- _ACTIVITY_:
Only a number is wanted here: the count of lines in the data below where the string "middle" occurs.

- _Pixel coordinate listings_:

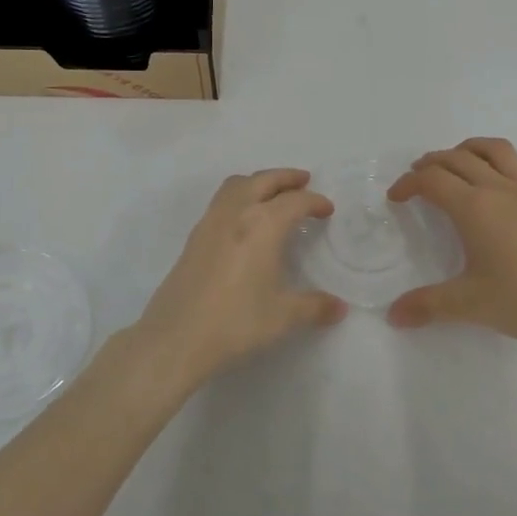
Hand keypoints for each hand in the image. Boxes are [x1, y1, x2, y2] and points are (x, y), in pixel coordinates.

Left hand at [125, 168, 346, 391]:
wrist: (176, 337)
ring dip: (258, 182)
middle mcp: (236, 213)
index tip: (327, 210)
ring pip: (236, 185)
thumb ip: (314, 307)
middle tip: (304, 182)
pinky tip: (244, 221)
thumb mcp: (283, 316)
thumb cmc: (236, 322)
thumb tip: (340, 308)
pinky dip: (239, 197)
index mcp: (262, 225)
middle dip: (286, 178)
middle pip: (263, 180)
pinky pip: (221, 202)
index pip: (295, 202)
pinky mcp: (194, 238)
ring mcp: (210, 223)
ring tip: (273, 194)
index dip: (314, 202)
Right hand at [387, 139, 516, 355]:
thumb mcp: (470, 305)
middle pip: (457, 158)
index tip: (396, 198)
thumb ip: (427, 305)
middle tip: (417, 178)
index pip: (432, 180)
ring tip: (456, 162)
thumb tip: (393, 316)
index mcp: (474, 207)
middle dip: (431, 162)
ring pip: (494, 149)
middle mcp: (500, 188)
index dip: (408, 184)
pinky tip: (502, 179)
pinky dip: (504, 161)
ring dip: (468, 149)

...

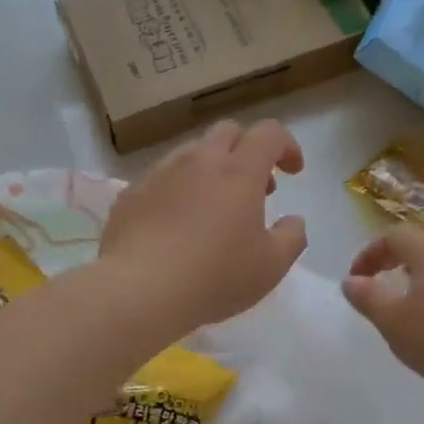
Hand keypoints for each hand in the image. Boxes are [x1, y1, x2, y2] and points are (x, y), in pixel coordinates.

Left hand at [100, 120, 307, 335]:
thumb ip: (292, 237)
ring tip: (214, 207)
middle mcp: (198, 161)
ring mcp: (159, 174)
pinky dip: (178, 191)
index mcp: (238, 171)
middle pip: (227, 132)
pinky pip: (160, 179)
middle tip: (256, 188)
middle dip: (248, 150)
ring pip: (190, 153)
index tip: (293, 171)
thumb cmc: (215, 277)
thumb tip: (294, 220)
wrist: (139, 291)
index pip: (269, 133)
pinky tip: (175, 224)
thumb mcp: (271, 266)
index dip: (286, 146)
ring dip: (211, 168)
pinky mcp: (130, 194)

- _OUTPUT FOR THIS TASK_:
12